Aqueous antifoam emulsion containing (A) 1 to 90% by weight of an oil phase, (B) 0.01 to 40% by weight of one or more emulsifiers, (C) 0.01 to 5% by weight of a water-soluble or water-swellable crosslinked copolymer comprising 50 to 98.99% by weight of acrylamidoalkylsulfonic acid and its salts of the formula (I), 1 to 49.99% by weight of cyclic N-vinylcarboxamides of the formula (II) and 0.01 to 8% by weight. % of a crosslinking monomer having at least 2 olefinically unsaturated units,

wherein R is a hydrogen atom or a methyl radical, A is a linear or branched alkylene radical having 1 to 8 carbon atoms, M is a hydrogen atom, ammonium or an alkali metal ion, n is an integer from 2 to 9. A composition according to claim 1, wherein the component (A) has no defoaming action and contains 0.01 to 40% by weight of one or more defoaming components (D) dissolved or dispersed in the oil. Composition according to one or more of Claims 1 and / or 2, containing up to 2% by weight of biocides. Composition according to one or more of claims 1 to 3, which contains up to 20 wt .-% further, customary for the preparation of aqueous antifoam emulsions aids such as solvents and pH regulators. Composition according to one or more of claims 1 to 4, which contains water ad 100 wt .-%. Composition according to one or more of claims 1 to 5, wherein n is 3, 4 or 5. Composition according to one or more of Claims 1 to 6, in which the crosslinking monomer corresponds to the formula (III)
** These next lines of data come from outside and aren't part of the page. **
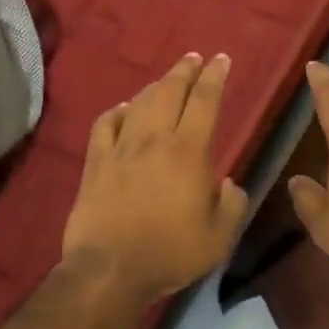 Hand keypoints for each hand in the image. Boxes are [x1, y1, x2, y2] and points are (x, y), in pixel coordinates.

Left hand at [61, 52, 248, 302]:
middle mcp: (154, 139)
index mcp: (188, 152)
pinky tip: (123, 110)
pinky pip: (105, 124)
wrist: (109, 269)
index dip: (214, 77)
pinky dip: (117, 111)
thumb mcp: (219, 238)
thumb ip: (233, 205)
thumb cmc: (170, 253)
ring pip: (139, 103)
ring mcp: (121, 148)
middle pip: (170, 91)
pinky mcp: (95, 162)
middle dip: (185, 70)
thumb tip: (230, 184)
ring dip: (155, 86)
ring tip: (166, 81)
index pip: (204, 101)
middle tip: (194, 58)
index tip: (220, 59) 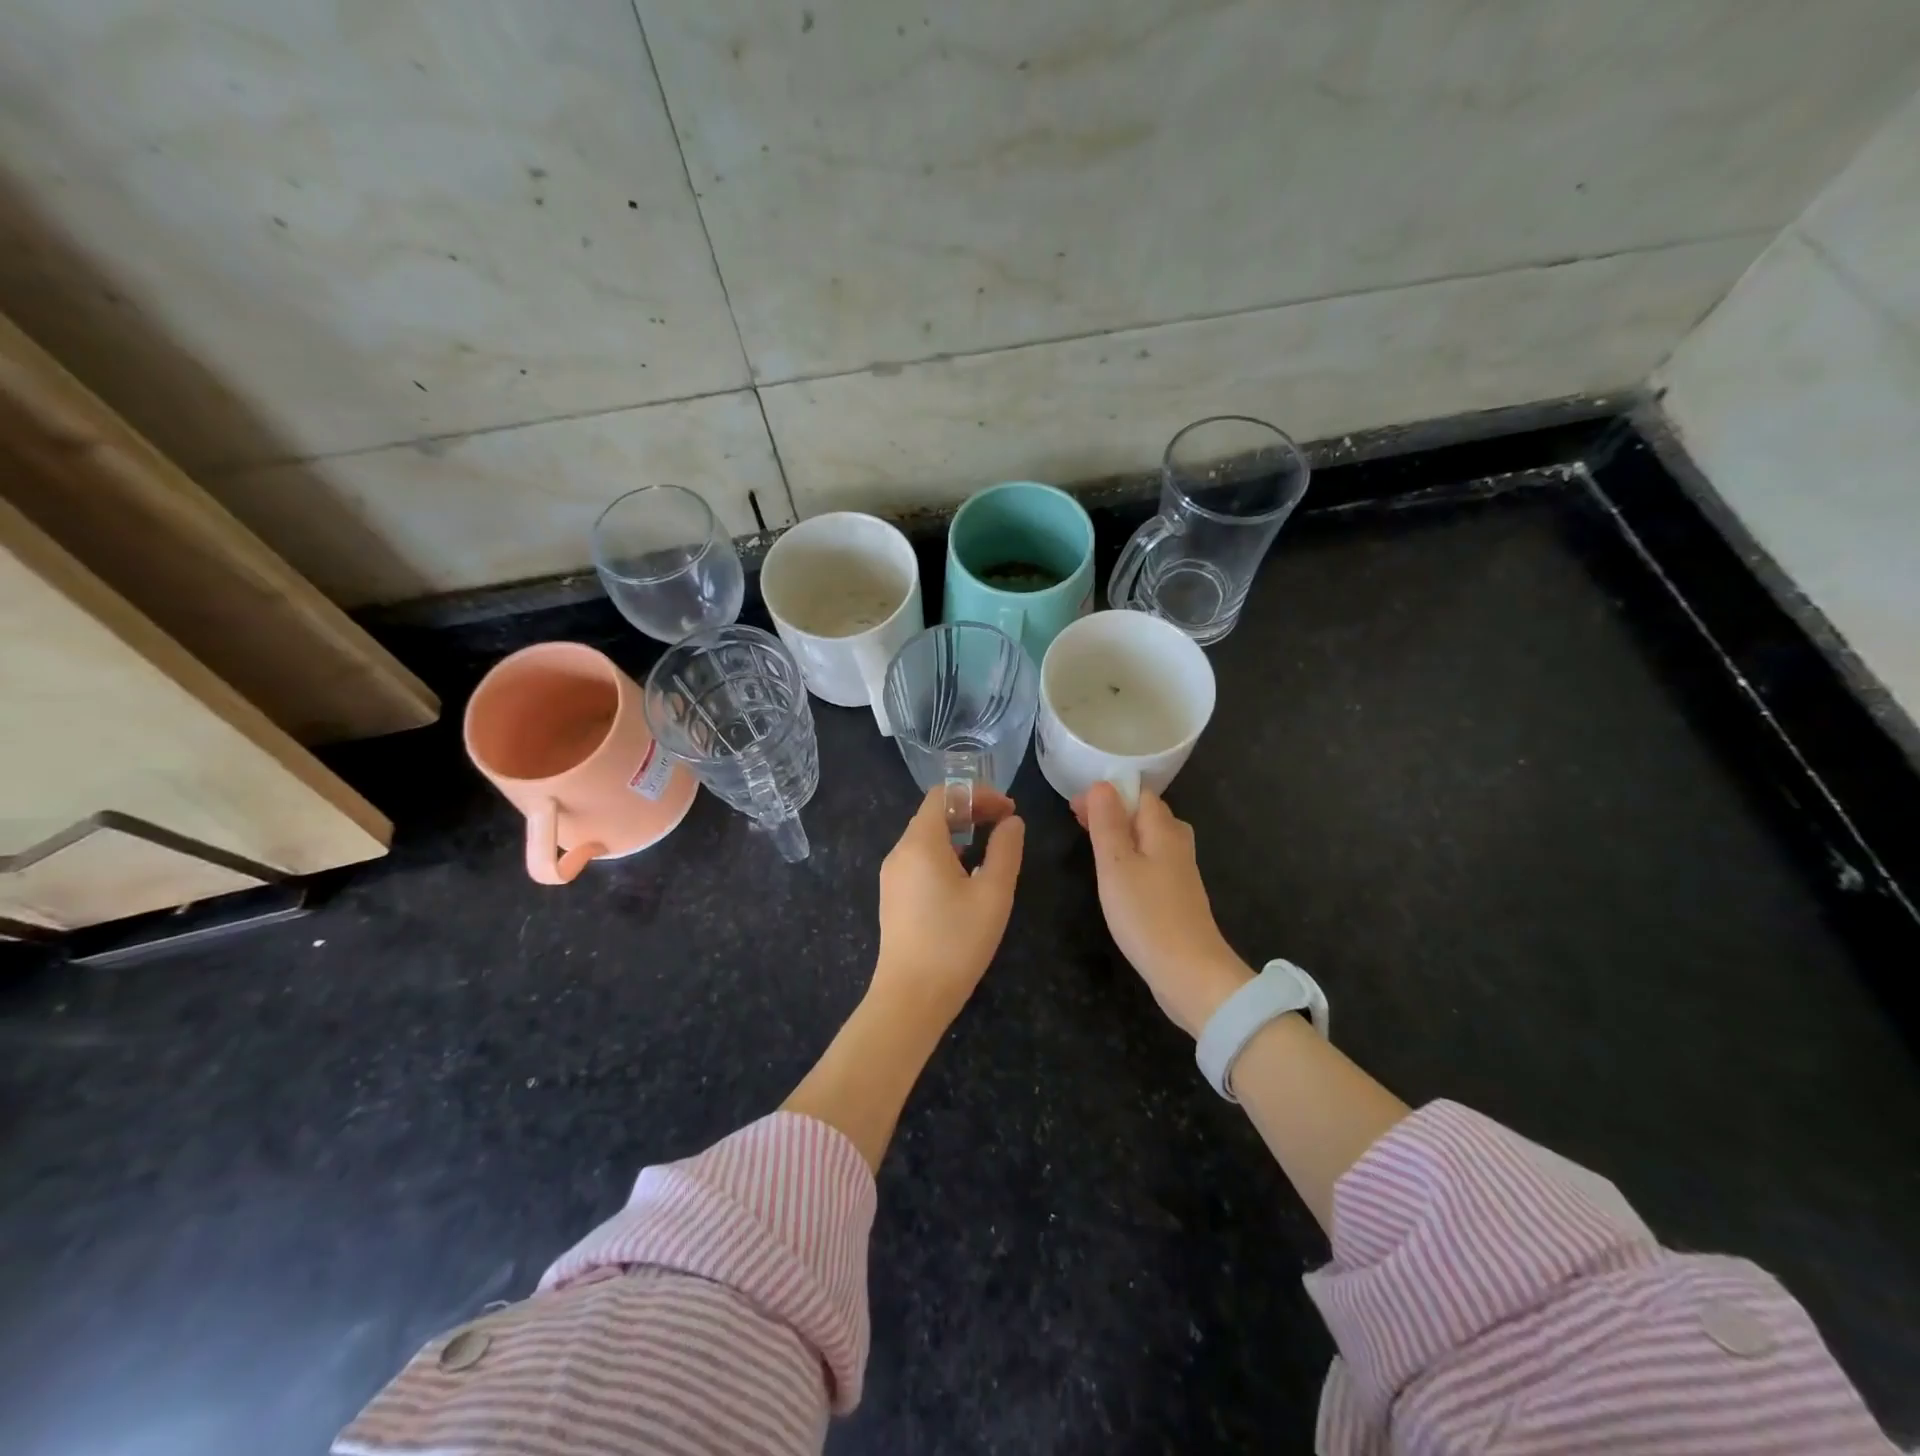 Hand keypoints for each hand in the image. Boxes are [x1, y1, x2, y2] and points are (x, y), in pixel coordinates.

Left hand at [872, 785, 1024, 1022]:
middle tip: (1005, 824)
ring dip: (960, 833)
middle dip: (971, 811)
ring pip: (926, 838)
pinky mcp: (893, 897)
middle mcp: (900, 852)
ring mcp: (892, 876)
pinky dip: (945, 854)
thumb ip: (1006, 850)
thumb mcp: (993, 893)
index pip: (943, 795)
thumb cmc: (956, 942)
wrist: (911, 997)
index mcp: (920, 843)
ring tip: (991, 849)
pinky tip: (967, 877)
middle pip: (934, 814)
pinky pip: (919, 860)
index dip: (977, 794)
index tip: (1008, 810)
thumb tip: (1011, 822)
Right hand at [1073, 782, 1252, 1037]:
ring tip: (1092, 842)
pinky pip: (1152, 859)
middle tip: (1077, 821)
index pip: (1138, 792)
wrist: (1190, 973)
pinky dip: (1130, 855)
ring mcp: (1181, 870)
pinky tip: (1116, 873)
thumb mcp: (1116, 865)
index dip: (1107, 792)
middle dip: (1112, 810)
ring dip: (1120, 833)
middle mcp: (1177, 842)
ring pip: (1149, 836)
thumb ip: (1108, 823)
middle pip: (1146, 812)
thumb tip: (1102, 784)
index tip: (1075, 806)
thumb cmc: (1147, 915)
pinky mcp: (1178, 894)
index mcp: (1163, 829) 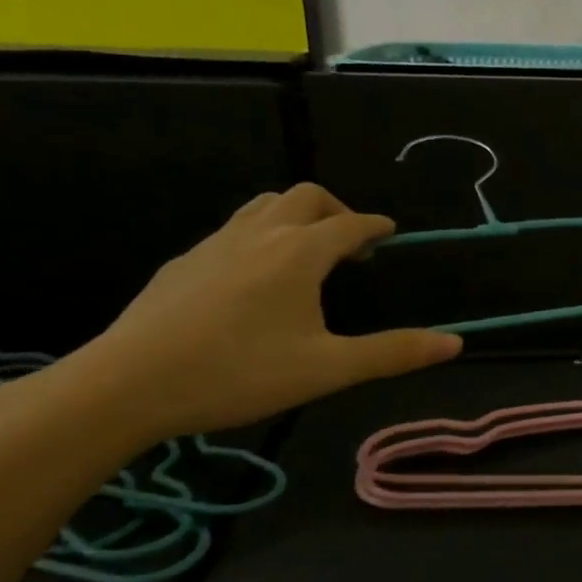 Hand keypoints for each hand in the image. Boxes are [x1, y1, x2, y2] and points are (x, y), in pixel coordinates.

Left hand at [58, 183, 460, 442]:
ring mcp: (215, 245)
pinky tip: (253, 278)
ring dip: (295, 216)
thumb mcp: (328, 368)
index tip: (389, 232)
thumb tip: (454, 343)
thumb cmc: (239, 372)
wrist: (126, 385)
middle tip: (352, 245)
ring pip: (263, 206)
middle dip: (336, 211)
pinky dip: (260, 235)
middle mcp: (260, 235)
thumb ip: (393, 353)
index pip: (349, 223)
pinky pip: (233, 230)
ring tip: (307, 252)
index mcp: (300, 253)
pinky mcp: (183, 263)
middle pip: (305, 197)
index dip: (375, 225) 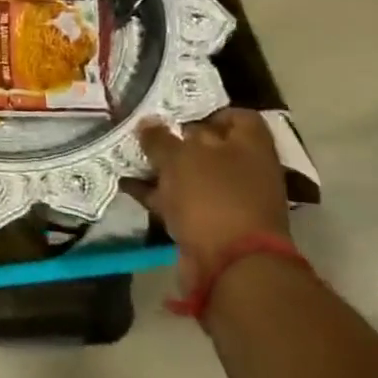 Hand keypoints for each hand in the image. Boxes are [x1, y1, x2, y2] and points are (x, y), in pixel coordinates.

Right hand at [137, 110, 290, 293]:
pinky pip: (181, 202)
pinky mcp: (211, 225)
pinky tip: (128, 185)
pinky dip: (158, 194)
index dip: (207, 110)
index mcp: (250, 146)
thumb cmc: (212, 198)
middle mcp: (245, 170)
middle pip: (209, 146)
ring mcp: (229, 200)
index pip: (236, 116)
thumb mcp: (180, 158)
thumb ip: (160, 138)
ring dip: (162, 168)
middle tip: (141, 131)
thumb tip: (148, 122)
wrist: (230, 267)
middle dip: (175, 139)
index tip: (175, 111)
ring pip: (191, 175)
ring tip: (127, 155) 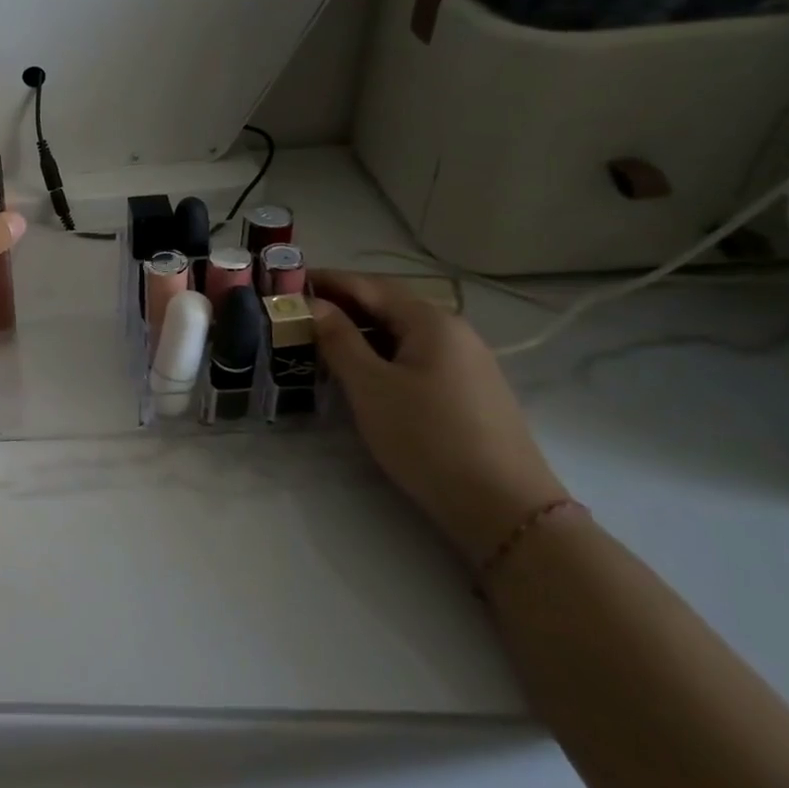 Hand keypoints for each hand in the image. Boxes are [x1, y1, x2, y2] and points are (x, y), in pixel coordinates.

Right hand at [310, 270, 567, 564]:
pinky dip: (380, 350)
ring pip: (401, 331)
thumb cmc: (427, 437)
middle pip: (388, 304)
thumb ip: (338, 339)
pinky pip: (414, 354)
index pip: (368, 285)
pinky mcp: (467, 389)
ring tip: (317, 337)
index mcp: (430, 321)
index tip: (285, 280)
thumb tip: (314, 305)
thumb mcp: (370, 386)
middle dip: (341, 302)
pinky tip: (359, 367)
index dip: (325, 280)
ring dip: (359, 328)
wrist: (503, 507)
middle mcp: (453, 331)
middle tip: (295, 309)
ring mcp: (465, 361) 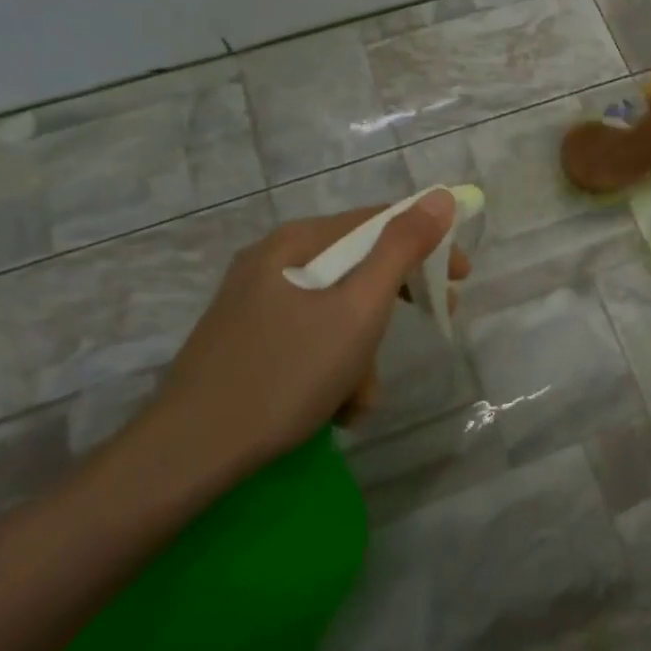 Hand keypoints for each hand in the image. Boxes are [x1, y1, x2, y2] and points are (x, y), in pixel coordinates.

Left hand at [131, 193, 467, 485]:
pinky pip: (309, 337)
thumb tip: (440, 196)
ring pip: (335, 309)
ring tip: (360, 398)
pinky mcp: (247, 340)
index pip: (378, 221)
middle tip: (433, 321)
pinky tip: (335, 407)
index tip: (461, 277)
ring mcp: (255, 302)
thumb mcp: (358, 310)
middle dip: (394, 304)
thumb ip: (402, 249)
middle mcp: (273, 261)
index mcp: (297, 242)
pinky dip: (332, 366)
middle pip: (357, 266)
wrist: (189, 455)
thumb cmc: (286, 374)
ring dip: (362, 351)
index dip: (428, 243) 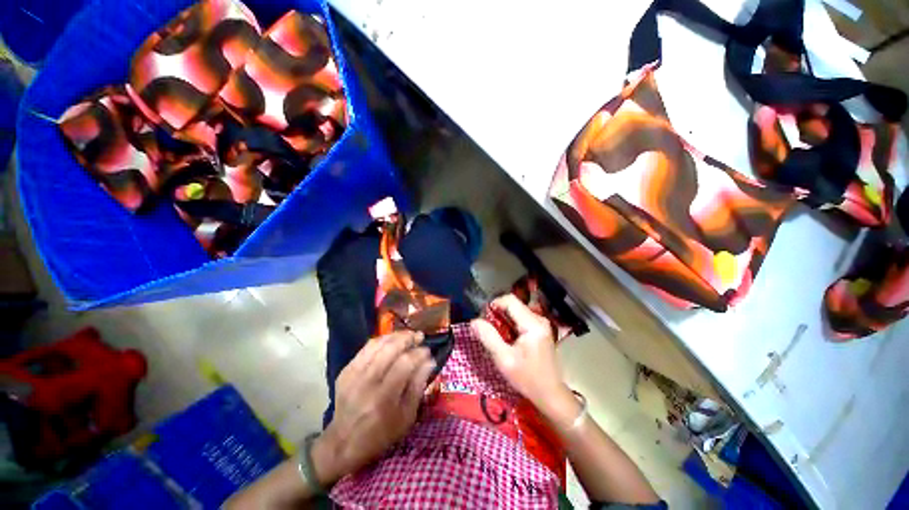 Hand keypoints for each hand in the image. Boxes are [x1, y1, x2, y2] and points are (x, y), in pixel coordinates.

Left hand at [313, 331, 435, 484]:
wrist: (342, 443)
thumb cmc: (381, 434)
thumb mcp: (406, 417)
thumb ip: (418, 385)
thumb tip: (430, 360)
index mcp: (383, 398)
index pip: (405, 364)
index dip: (419, 353)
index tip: (428, 351)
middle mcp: (366, 383)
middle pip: (390, 349)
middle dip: (408, 338)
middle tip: (419, 336)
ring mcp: (353, 375)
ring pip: (377, 344)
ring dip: (395, 336)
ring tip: (407, 335)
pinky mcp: (346, 371)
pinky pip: (366, 348)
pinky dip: (381, 341)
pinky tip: (391, 341)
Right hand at [472, 295, 569, 409]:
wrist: (550, 394)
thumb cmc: (527, 378)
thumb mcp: (504, 359)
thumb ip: (488, 337)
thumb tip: (473, 321)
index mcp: (532, 324)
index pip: (510, 300)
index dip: (494, 304)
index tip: (483, 318)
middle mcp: (539, 319)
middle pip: (513, 305)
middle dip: (497, 313)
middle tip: (486, 328)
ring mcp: (541, 324)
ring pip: (516, 311)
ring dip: (502, 319)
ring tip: (495, 335)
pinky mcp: (540, 329)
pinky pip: (520, 319)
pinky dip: (509, 324)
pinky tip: (505, 338) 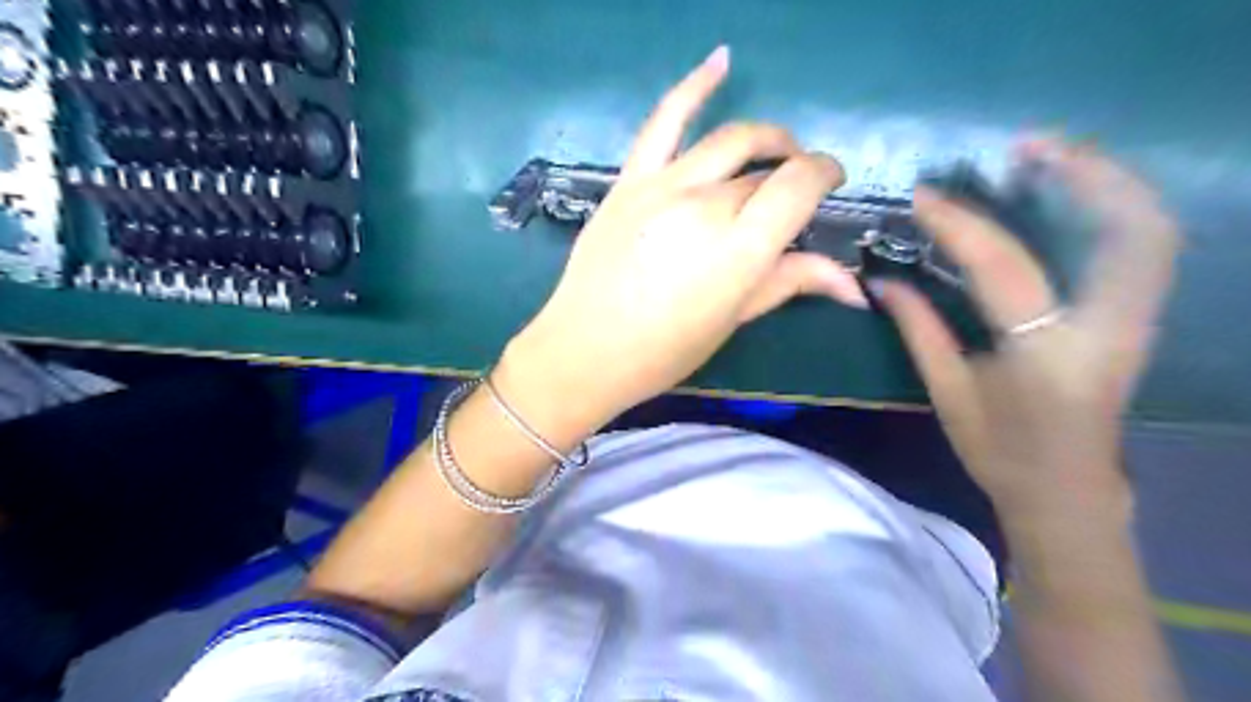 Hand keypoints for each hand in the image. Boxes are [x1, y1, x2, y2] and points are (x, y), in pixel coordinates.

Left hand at [493, 48, 866, 428]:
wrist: (585, 350)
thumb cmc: (665, 350)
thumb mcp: (732, 319)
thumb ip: (791, 284)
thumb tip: (855, 287)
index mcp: (739, 249)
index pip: (799, 184)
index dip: (824, 174)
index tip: (830, 183)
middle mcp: (706, 205)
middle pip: (764, 170)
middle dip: (789, 175)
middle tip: (795, 191)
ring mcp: (663, 186)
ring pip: (729, 141)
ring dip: (764, 138)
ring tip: (776, 149)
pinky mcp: (630, 180)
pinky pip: (664, 120)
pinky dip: (694, 86)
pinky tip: (721, 62)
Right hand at [874, 138, 1179, 521]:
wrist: (1067, 491)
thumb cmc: (1000, 450)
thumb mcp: (948, 392)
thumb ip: (918, 330)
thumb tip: (881, 281)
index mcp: (1045, 355)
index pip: (1003, 269)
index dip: (961, 226)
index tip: (926, 198)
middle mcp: (1107, 330)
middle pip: (1127, 230)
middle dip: (1083, 174)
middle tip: (1025, 146)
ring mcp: (1136, 322)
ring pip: (1149, 232)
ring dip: (1108, 182)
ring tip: (1054, 155)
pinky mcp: (1138, 320)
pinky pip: (1142, 249)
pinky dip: (1115, 209)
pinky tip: (1074, 195) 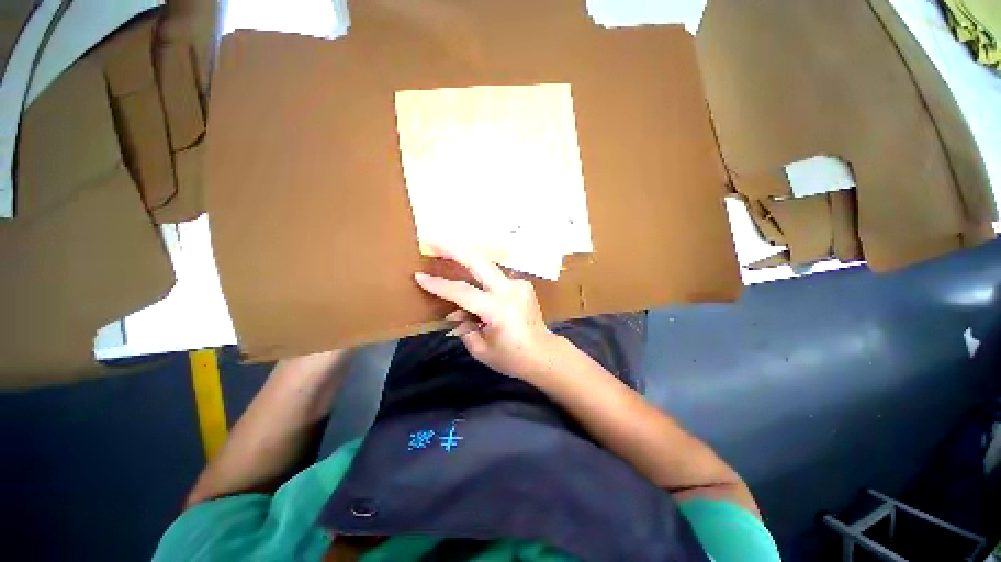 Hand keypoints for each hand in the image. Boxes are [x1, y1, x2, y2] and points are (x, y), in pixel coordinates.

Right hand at [414, 246, 560, 379]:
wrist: (544, 353)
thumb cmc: (511, 358)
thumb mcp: (481, 349)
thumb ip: (463, 327)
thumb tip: (454, 313)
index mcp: (499, 310)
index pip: (463, 292)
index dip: (440, 285)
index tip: (419, 276)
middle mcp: (510, 290)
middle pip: (479, 262)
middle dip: (455, 249)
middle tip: (435, 241)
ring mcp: (519, 284)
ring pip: (486, 267)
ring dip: (467, 262)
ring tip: (448, 257)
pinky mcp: (523, 284)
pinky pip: (495, 277)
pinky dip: (481, 279)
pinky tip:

wherein R is H or CH ₃ . Use of (C) 0.01 to 5% by weight of a water-soluble or water-swellable, crosslinked copolymer comprising 50 to 98.99% by weight of acrylamidoalkylsulfonic acid and its salts of the formula (I), 1 to 49.99% by weight cyclic N-vinylcarboxamides of the formula (II) and 0.01 to 8% by weight of a crosslinking monomer having at least 2 olefinically unsaturated units,

wherein R is a hydrogen atom or a methyl radical, A is a linear or branched alkylene radical having 1 to 8 carbon atoms, M is a hydrogen atom, ammonium or an alkali metal ion, n is an integer from 2 to 9, as a protective colloid and rheology additive for aqueous defoamer emulsions which (A ) 1 to 90% by weight of an oil phase, (B) 0.01 to 40% by weight of one or more emulsifiers, and (G) water. A process for preventing the phase separation of defoamer emulsions by reacting an aqueous defoamer emulsion comprising (A) 1 to 90% by weight of an oil phase, (B) 0.01 to 40% by weight of one or more emulsifiers, (D) optionally 0 From 01 to 40% by weight of one or more defoaming components dissolved or dispersed in the oil, if component (A) does not already have defoaming action, (E) optionally 0 to 2% by weight of biocides, ( F) optionally 0 to 20% by weight of further auxiliaries customary for the preparation of aqueous defoamer emulsions, such as solvents and pH regulators, and (G) water, (C) 0.01 to 5% by weight of a water-soluble or water-swellable, crosslinked copolymer comprising 50 to 98.99% by weight of acrylamidoalkylsulfonic acid and its salts of the formula (I), 1 to 49.99% by weight of cyclic N-vinylcarboxamides of the formula (II) and 0.01 to 8% by weight a crosslinking monomer having at least 2 olefinically unsaturated units,

wherein R is a hydrogen atom or a methyl radical, A is a linear or branched alkylene radical having 1 to 8 carbon atoms, M is a hydrogen atom, ammonium or an alkali metal ion, n is an integer from 2 to 9, as a protective colloid and rheology additive.